Entre-temps, ses rapports avec sa femme, son patron, ses amis se sont détériorés. Car, par exemple, il n'a jamais véritablement aimé le statut complémentaire du rôle joué par son patron (l'autorité); d'autre part, à mesure qu'il s'enfonce dans l'alcoolisme, sa femme aussi se voit de plus en plus forcée de jouer un rôle complémentaire: exercer une autorité, ou devenir protectrice, ou encore, faire montre de patience; mais tout ceci ne peut provoquer chez lui qu'énervement et honte; sa fierté symétrique ne peut tolérer aucun rôle complémentaire.

En somme, le rapport de l'alcoolique à son «autre» (réel ou imaginaire) est très nettement symétrique et schismogénétique. L'alcoolique est en état d'«escalade». Et nous verrons qu'on peut décrire la conversion religieuse de l'alcoolique, à laquelle parvient «AA», comme un changement dramatique de ces habitudes (ou épistémologie) symétriques, vers une vision purement complémentaire de son rapport aux autres, à l'univers ou à Dieu.


Fierté ou preuve inversée?

Les alcooliques peuvent paraître obstinés, mais ils ne sont jamais stupides. La partie de l'esprit où se décide leur ligne de conduite est trop profondément enfouie pour qu'on puisse lui appliquer le simple qualificatif de «stupidité». Ces niveaux de l'esprit sont prélinguistiques et les estimations qui s'y effectuent sont codées dans le processus primaire.

Dans le rêve, comme dans l'interaction des mammifères, la seule façon de réaliser une proposition qui contient sa propre négation («Je ne veux pas te mordre» ou «Je n'ai pas peur de lui») est une mise en image, ou une performance très élaborée de la proposition à nier, aboutissant à une reductio ad absurdum. Entre deux mammifères, le sens: «Je ne veux pas te mordre» est réalisé à travers un combat expérimental, qui est en fait un «non-combat», qu'on peut quelquefois appeler «jeu». C'est d'ailleurs pour cette raison que le comportement «agonistique» évolue communément vers une manifestation d'amitié[14].

En ce sens, la fierté de l'alcoolique est en quelque sorte ironique. C'est un effort résolu de vérifier la «maîtrise de soi», avec un but ultérieur indicible, qui est de prouver en fin de compte qu'elle est inefficace et absurde: «Tout simplement ça ne marche pas». Etant donné qu'elle contient une négation simple, cette proposition n'est pas exprimée dans le processus primaire. Son expression finale sera une action: celle de prendre un verre. La bataille héroïque avec la bouteille, cet «autre» imaginaire, se termine par: «Faisons la paix et soyons amis».

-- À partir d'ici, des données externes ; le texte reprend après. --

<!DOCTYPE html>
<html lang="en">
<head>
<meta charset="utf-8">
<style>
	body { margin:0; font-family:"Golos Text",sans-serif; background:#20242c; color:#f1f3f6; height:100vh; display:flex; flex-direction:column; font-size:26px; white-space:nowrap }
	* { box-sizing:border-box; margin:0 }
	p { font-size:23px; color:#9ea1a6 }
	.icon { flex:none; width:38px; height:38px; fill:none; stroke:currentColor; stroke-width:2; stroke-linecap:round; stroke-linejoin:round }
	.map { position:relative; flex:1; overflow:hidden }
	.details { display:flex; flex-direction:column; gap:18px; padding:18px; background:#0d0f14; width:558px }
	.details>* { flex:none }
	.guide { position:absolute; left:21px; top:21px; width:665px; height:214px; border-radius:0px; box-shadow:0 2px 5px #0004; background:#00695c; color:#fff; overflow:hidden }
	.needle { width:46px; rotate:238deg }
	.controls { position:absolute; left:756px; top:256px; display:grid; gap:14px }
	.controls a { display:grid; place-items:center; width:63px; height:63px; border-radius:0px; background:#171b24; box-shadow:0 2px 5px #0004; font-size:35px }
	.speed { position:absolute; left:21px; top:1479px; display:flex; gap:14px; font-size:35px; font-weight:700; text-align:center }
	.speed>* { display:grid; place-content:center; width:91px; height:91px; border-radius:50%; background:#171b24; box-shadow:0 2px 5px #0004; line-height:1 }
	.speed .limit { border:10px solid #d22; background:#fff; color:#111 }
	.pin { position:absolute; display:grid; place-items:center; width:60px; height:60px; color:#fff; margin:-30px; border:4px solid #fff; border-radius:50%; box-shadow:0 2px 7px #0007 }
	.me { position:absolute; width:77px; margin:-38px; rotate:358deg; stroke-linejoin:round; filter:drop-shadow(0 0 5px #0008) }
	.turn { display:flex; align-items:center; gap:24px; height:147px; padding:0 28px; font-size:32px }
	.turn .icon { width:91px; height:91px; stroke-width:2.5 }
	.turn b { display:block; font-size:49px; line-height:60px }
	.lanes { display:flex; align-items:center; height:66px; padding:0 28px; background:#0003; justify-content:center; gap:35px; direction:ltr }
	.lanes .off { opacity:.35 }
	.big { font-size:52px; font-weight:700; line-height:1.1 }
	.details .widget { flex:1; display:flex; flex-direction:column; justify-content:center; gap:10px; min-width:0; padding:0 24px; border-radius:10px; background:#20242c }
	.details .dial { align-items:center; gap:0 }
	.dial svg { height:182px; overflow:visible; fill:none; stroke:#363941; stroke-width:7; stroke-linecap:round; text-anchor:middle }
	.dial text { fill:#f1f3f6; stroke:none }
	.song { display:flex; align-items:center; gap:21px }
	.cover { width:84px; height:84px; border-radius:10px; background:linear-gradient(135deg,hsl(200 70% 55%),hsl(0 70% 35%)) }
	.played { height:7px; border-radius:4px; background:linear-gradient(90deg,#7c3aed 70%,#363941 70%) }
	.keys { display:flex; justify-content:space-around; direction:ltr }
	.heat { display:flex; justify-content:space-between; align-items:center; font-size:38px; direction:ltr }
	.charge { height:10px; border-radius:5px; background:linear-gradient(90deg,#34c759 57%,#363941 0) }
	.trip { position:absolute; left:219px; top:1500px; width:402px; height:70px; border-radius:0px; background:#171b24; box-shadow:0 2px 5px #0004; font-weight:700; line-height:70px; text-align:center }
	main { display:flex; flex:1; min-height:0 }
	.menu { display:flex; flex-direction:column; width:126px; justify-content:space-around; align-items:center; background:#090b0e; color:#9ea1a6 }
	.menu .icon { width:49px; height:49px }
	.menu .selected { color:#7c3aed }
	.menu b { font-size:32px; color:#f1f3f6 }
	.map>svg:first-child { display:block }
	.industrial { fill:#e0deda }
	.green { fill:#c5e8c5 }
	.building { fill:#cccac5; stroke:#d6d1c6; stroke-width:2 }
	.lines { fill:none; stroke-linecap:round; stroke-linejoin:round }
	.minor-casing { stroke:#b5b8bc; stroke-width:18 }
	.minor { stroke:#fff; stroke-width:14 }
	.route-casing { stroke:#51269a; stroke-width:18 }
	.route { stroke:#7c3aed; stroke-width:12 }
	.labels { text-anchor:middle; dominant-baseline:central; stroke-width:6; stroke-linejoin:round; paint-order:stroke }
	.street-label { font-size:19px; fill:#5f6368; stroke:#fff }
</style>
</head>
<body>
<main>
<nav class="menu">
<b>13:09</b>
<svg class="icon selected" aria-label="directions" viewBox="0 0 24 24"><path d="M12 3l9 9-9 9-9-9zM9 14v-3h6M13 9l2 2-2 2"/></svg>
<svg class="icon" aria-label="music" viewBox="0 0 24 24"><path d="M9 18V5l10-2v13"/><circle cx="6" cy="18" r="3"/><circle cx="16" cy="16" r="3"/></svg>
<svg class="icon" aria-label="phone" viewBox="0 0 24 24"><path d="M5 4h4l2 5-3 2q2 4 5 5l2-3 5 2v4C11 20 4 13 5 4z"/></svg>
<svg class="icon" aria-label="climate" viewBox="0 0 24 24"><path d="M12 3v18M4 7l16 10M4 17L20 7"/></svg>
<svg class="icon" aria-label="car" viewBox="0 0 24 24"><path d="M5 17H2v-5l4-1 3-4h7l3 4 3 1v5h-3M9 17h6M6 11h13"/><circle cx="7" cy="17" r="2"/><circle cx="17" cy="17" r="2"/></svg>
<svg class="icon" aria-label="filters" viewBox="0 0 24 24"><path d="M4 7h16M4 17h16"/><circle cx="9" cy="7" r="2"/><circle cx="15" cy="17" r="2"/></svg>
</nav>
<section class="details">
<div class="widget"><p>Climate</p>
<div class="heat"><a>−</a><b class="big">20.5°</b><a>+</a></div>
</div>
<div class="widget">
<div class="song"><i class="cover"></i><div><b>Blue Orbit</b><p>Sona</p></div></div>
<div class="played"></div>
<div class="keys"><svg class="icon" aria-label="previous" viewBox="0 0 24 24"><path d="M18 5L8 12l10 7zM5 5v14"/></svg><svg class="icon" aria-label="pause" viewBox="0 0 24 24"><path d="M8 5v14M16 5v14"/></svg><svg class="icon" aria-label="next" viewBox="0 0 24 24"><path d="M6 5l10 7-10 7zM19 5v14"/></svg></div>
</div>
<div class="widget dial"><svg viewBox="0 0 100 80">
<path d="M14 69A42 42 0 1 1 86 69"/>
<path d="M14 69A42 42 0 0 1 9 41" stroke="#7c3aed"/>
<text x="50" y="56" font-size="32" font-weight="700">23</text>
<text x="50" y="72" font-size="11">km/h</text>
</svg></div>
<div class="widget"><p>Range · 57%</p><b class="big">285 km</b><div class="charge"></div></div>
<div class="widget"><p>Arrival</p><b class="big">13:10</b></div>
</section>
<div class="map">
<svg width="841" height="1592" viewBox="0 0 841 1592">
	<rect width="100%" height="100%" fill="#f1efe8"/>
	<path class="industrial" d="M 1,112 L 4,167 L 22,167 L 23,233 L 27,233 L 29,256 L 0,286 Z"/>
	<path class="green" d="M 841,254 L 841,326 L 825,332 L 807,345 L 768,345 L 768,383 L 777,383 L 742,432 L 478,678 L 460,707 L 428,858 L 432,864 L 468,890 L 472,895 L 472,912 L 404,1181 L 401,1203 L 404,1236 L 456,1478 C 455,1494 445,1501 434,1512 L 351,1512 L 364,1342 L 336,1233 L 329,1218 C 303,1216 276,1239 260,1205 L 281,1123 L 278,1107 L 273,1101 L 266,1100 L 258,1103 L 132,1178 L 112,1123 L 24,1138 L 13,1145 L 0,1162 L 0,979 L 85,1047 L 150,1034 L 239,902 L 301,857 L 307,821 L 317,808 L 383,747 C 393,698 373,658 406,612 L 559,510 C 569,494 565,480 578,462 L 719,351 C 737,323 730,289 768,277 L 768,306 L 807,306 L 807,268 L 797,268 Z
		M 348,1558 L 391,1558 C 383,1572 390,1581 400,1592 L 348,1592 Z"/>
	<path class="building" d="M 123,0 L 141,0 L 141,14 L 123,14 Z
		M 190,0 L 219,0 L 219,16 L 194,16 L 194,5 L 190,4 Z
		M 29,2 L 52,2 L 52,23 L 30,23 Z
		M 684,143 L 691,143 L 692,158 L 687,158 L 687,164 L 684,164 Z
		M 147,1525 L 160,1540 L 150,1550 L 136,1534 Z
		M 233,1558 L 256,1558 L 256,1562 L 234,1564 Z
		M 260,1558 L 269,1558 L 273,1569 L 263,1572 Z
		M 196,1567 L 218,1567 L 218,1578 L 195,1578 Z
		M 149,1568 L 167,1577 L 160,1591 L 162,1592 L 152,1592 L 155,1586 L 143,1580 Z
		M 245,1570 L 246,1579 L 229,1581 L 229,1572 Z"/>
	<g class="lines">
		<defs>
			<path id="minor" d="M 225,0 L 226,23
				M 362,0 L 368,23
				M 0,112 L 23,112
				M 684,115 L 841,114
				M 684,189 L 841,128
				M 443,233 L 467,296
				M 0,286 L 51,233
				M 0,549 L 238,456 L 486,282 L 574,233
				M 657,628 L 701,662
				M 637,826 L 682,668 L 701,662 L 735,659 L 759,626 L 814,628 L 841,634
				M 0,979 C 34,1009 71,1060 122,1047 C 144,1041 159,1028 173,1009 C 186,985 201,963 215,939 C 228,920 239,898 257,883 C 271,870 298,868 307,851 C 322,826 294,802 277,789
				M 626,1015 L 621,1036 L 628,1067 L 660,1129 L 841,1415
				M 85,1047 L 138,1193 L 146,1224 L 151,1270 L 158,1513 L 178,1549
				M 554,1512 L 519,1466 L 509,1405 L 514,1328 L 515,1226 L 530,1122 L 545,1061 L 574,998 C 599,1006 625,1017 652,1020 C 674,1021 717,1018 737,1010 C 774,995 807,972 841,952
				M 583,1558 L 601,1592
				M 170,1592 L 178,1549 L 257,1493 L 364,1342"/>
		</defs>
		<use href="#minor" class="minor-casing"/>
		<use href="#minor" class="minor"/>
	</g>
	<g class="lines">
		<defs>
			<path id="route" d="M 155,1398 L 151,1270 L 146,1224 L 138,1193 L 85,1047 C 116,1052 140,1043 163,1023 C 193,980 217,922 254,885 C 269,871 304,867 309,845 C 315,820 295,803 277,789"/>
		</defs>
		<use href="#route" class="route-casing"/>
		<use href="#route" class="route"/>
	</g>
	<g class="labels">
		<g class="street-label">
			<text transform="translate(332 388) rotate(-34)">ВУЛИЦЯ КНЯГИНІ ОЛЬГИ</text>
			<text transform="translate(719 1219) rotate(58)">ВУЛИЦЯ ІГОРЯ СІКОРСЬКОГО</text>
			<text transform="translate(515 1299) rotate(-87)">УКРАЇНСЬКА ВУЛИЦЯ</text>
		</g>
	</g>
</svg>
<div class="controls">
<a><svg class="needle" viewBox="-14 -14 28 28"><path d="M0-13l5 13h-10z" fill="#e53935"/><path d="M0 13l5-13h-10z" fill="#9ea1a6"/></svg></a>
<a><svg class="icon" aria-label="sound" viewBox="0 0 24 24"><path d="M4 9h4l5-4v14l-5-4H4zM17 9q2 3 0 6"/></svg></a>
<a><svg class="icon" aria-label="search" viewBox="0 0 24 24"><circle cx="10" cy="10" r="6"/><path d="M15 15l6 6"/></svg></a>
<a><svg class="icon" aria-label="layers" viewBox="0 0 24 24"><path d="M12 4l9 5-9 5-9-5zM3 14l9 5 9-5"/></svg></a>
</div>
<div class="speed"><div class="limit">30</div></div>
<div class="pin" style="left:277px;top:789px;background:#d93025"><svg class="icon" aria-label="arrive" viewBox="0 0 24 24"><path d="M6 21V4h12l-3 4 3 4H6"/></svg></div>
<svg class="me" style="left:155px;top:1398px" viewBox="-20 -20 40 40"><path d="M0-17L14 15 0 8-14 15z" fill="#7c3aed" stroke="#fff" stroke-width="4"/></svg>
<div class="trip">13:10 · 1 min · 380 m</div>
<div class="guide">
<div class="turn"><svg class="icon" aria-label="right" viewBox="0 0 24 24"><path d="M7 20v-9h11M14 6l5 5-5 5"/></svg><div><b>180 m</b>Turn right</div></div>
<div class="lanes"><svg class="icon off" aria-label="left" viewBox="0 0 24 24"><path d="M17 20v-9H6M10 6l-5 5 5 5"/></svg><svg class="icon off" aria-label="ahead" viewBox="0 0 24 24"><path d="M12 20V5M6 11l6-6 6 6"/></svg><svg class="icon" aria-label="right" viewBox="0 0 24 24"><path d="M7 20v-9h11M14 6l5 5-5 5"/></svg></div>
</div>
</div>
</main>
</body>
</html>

Cette hypothèse est confirmée par un fait incontestable: mettre à l'épreuve la «maîtrise de soi» conduit à nouveau à la boisson. Et, comme je l'ai dit plus haut, l'épistémologie de la maîtrise de soi, que les amis infligent à l'alcoolique, est en elle-même monstrueuse. L'alcoolique a raison de la rejeter. De cette façon, il parvient à une reductio ad absurdum de l'épistémologie conventionnelle.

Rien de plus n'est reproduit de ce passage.